2

I'm pulling feeds for my RSS project and I am running into a problem of not knowing how to allow the user to load more items into the collection. At the current moment, everything loads at once. While this is in some cases all right, I would like the user to be able to choose how things get loaded in case they have a slow mobile connection.

This is borrowed code and thus it only adds to my confusion.

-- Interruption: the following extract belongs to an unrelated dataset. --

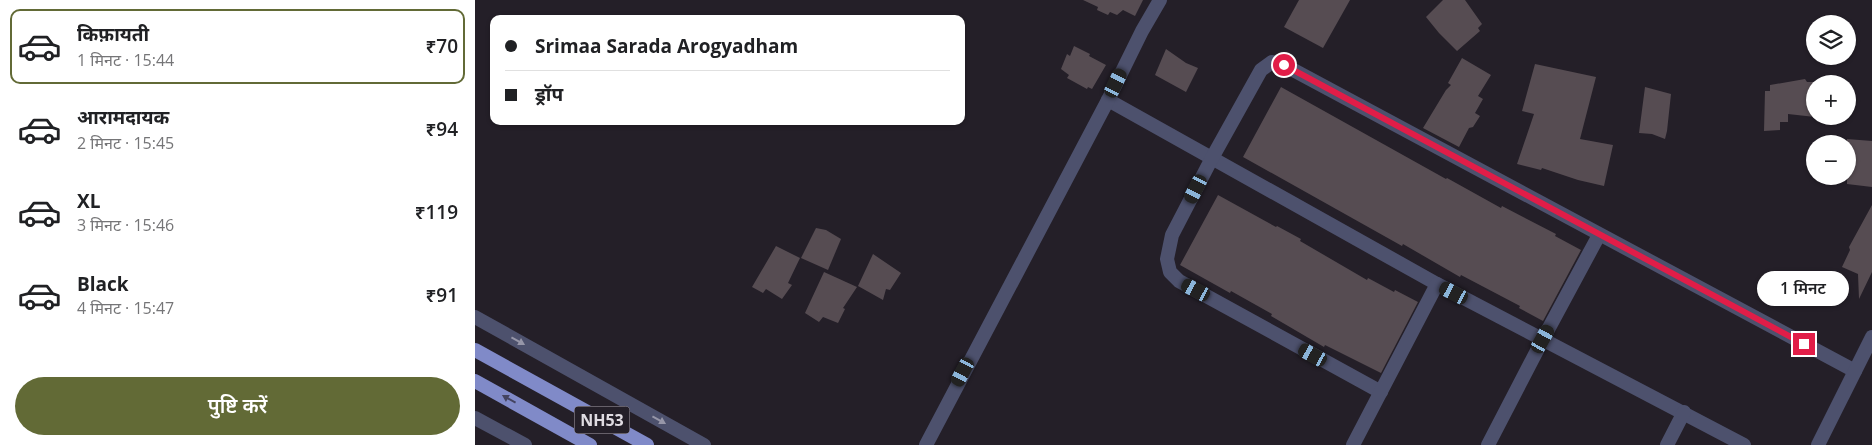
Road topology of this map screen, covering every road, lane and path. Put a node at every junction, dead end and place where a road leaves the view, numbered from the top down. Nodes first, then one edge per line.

Where could i be able to inject code into this sample to allow a dynamic loading of items, say, 30 at a time?

Rss Class:

namespace MyRSSService
{ 

public class RssService
{
    /// Gets the RSS items.
    /// <param name="rssFeed">The RSS feed.</param>
    /// <param name="onGetRssItemsCompleted">The on get RSS items completed.</param>
    /// <param name="onError">The on error.</param>
    public static void GetRssItems(string rssFeed, Action<IList<RssItem>> onGetRssItemsCompleted = null, Action<Exception> onError = null, Action onFinally = null)
    {
        WebClient webClient = new WebClient();

        // register on download complete event
        webClient.OpenReadCompleted += delegate(object sender, OpenReadCompletedEventArgs e)
        {
            try
            {
                // report error
                if (e.Error != null)
                {
                    if (onError != null)
                    {
                        onError(e.Error);
                    }
                    return;
                }

                // convert rss result to model
                IList<RssItem> rssItems = new List<RssItem>();                   
                Stream stream = e.Result;
                XmlReader response = XmlReader.Create(stream);
                {
                    SyndicationFeed feeds = SyndicationFeed.Load(response);

                    foreach (SyndicationItem f in feeds.Items)
                    {
                        RssItem rssItem = new RssItem(f.Title.Text, f.Summary.Text, f.PublishDate.ToString(), f.Links[0].Uri.AbsoluteUri);
                        rssItems.Add(rssItem);
                    }
                }    

                // notify completed callback
                if (onGetRssItemsCompleted != null)
                {
                    onGetRssItemsCompleted(rssItems);
                }
            }
            finally
            {
                // notify finally callback
                if (onFinally != null)
                {
                    onFinally();
                }
            }
        };
        webClient.OpenReadAsync(new Uri(rssFeed));
      }
    }
  }

items setting class:

namespace MyRSSService
{
public class RssItem
{
    /// <summary>
    /// Initializes a new instance of the <see cref="RssItem"/> class.
    /// </summary>
    /// <param name="title">The title.</param>
    /// <param name="summary">The summary.</param>
    /// <param name="publishedDate">The published date.</param>
    /// <param name="url">The URL.</param>
    public RssItem(string title, string summary, string publishedDate, string url)
    {
        Title = title;
        Summary = summary;
        PublishedDate = publishedDate;
        Url = url;

        // Get plain text from html
        PlainSummary = HttpUtility.HtmlDecode(Regex.Replace(summary, "<[^>]+?>", ""));
    }
    public string Title { get; set; }
    public string Summary { get; set; }
    public string PublishedDate { get; set; }
    public string Url { get; set; }
    public string PlainSummary { get; set; }
   }
 }

the binding C# to the page to display the feeds

public partial class FeedPage : PhoneApplicationPage
{
    private const string WindowsPhoneBlogPosts = "http://feeds.bbci.co.uk/news/rss.xml";

    public FeedPage()
    {
        InitializeComponent();
        RssService.GetRssItems(WindowsPhoneBlogPosts, (items) => { listbox.ItemsSource = items; }, (exception) => { MessageBox.Show(exception.Message); }, null);
    }
}
3
  • Streaming XML-documents doesn't sound like such a good idea to me... Commented Aug 1, 2011 at 1:06
  • Thanks I guess. What would you suggest? Commented Aug 1, 2011 at 1:35
  • I do not know, otherwise i would have posted an answer, but i do doubt that there is much you can do... Commented Aug 1, 2011 at 1:41

1 Answer 1

1

Unless the server where the feed is hosted provides an API to limit the number of returned items (for example, this practice is used for the Xbox Marketplace), you will be downloading the entire feed, even if you decide to only show a part of it.